What is a better performer; Houses or units?
It’s a question as old as the hills… particularly if those hills have a mix of high rise unit developments and established family homes on them. Historically, houses are known for stronger and more reliable capital growth, where as units have gained themselves the reputation for higher yields. There’s some truth to both of these points, but as time goes on we’ll see the latter may become fiction.
In the past units have typically sat at the more affordable end of the property scale than houses, giving first time property buyers a seemingly easier and more attractive way to enter their local market. Houses, alternatively, usually demand a higher price point, and thus require a more sizable outlay (deposit) to acquire.
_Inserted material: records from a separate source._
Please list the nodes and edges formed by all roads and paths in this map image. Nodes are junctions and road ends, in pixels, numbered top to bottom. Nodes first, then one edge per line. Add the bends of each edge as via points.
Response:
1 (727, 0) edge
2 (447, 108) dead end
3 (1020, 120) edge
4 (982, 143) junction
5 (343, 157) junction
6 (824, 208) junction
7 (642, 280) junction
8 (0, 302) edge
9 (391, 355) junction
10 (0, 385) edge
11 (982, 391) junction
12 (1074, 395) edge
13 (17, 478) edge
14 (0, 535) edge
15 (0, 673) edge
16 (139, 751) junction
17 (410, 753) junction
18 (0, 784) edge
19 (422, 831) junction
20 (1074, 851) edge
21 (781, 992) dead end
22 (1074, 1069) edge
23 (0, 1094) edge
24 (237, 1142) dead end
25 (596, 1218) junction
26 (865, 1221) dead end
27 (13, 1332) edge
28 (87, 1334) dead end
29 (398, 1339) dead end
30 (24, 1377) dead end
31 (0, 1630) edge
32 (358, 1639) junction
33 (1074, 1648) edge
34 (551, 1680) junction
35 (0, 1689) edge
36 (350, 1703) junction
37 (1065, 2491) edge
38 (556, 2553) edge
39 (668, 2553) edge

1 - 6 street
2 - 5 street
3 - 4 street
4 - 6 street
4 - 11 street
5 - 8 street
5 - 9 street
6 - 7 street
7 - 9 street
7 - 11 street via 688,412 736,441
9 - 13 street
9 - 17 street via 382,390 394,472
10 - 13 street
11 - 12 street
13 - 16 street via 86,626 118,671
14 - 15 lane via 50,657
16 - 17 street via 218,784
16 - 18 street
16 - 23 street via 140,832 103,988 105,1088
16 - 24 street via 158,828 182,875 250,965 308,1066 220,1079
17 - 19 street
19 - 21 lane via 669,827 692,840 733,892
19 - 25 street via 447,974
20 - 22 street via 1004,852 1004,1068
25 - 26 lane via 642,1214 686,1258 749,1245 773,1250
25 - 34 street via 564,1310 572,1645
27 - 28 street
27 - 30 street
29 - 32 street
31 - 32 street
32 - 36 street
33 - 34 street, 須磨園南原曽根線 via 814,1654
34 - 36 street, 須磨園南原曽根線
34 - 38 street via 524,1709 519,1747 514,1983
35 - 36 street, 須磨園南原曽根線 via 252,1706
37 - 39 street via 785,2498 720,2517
According to a Domain Group House Prices Report, the recent surge in Sydney prices has pushed the median price of units in Sydney higher than the current median house price in Brisbane, Adelaide, Hobart and Canberra.
There are still potential draw backs for owning units, of course. Unexpected building maintenance costs, only owning a very small portion of the underlying land on which the development sits reducing your capital growth possibilities, and scariest of all, unit oversupply. High rental demand may be present in an area today, but a new development approval next door may change that literally overnight.
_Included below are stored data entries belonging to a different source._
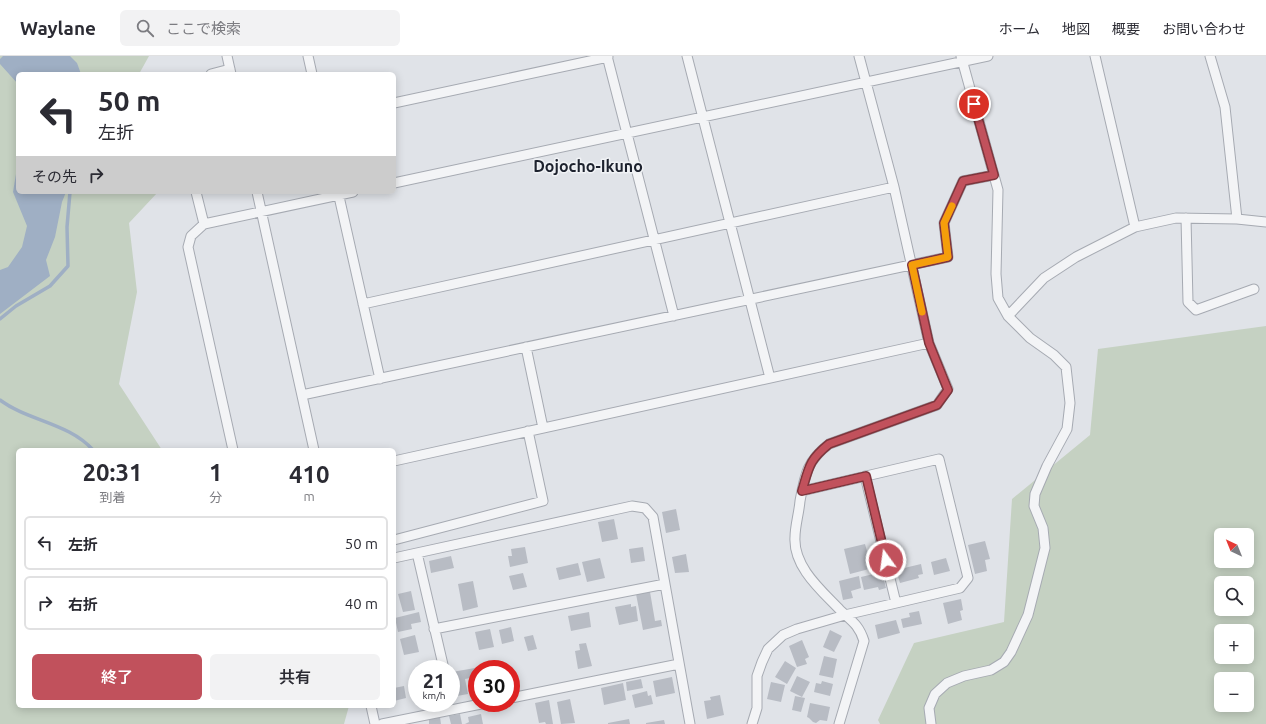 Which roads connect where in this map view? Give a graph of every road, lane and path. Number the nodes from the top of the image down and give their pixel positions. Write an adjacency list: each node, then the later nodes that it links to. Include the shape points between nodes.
1 (227, 56): 10 (street)
2 (308, 56): 11 (street)
3 (607, 56): 13 (street); 15 (street)
4 (687, 56): 14 (street)
5 (859, 56): 12 (street)
6 (988, 56): 9 (street)
7 (1095, 56): 28 (street)
8 (1210, 56): 24 (street, via 1225,107)
9 (962, 59): 12 (street); 16 (street)
10 (230, 72)
11 (312, 72)
12 (866, 82): 14 (street); 18 (street)
13 (396, 103)
14 (702, 117): 15 (street); 26 (street)
15 (627, 133): 17 (street); 29 (street)
16 (994, 175): 30 (street, via 963,181 944,223 948,257); 35 (street, via 998,190 998,298)
17 (396, 183)
18 (894, 187): 26 (street); 30 (street)
19 (196, 194): 27 (street)
20 (258, 194): 22 (street)
21 (339, 194): 22 (street); 33 (street)
22 (262, 212): 27 (street); 40 (street)
23 (1186, 218): 24 (street); 28 (street); 31 (street, via 1188,302 1196,310)
24 (1237, 219): 25 (street)
25 (1266, 222)
26 (730, 223): 29 (street); 32 (street)
27 (204, 224): 43 (street, via 191,236 188,247)
28 (1135, 227): 35 (street, via 1076,257 1044,278)
29 (654, 240): 33 (street); 34 (street)
30 (912, 265): 32 (street); 36 (street)
31 (1254, 289)
32 (750, 300): 34 (street); 38 (street)
33 (364, 304): 39 (street)
34 (674, 316): 37 (street)
35 (1008, 316): 65 (street, via 1066,367 1070,403 1067,429 1035,494 1034,506 1042,528 1045,548 1028,615 1011,652 1004,662 991,670 947,683 936,694 929,708)
36 (929, 343): 38 (street); 47 (street, via 948,390 937,405 829,444 810,463)
37 (526, 347): 39 (street); 41 (street)
38 (770, 378): 41 (street)
39 (380, 379): 40 (street)
40 (302, 396): 44 (street)
41 (543, 428): 42 (street)
42 (528, 431): 45 (street); 48 (street, via 543,501)
43 (233, 448)
44 (314, 448)
45 (396, 461)
46 (866, 476): 47 (street); 52 (street); 52 (street, via 939,459 968,578 960,588)
47 (802, 491): 53 (street, via 794,539 799,561 812,581)
48 (396, 539)
49 (417, 553): 50 (street); 51 (street, via 632,506 645,508 653,517); 54 (street)
50 (396, 558)
51 (665, 584): 54 (street); 56 (street)
52 (896, 602): 53 (street)
53 (845, 615): 63 (street, via 783,635 768,649 757,676 757,708); 64 (street, via 860,629 864,641)
54 (434, 629): 55 (street)
55 (442, 660)
56 (679, 664): 57 (street); 62 (street)
57 (520, 696)
58 (371, 708): 60 (street)
59 (426, 712): 61 (street)
60 (375, 724)
61 (382, 724)
62 (690, 724)
63 (752, 724)
64 (839, 724)
65 (931, 724)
The endearing dream of owning a stack of bricks and mortar of your very own is not just romantic, but it also seems to be pragmatic.
The trick is entering a solid, reliable property market without the burden (and now more than ever, the insurmountable task) of having to muster up the enormous deposit. And in select property markets around the country we are seeing these opportunities come to light.
Believe it or not, there are economically muscular markets, reliant on several established industries, where entry price points for quality family homes are under $500,000. And for the investors reading this, the robust rental yields mixed with unheard of interest rates mean that these properties pay YOU to own THEM.
FAST FACT: HERVEY BAY
Forecasts predict the population in Hervey Bay will rise from the 43,000 today to 89,000 by 2021. That's a population explosion of 100% in 5 years.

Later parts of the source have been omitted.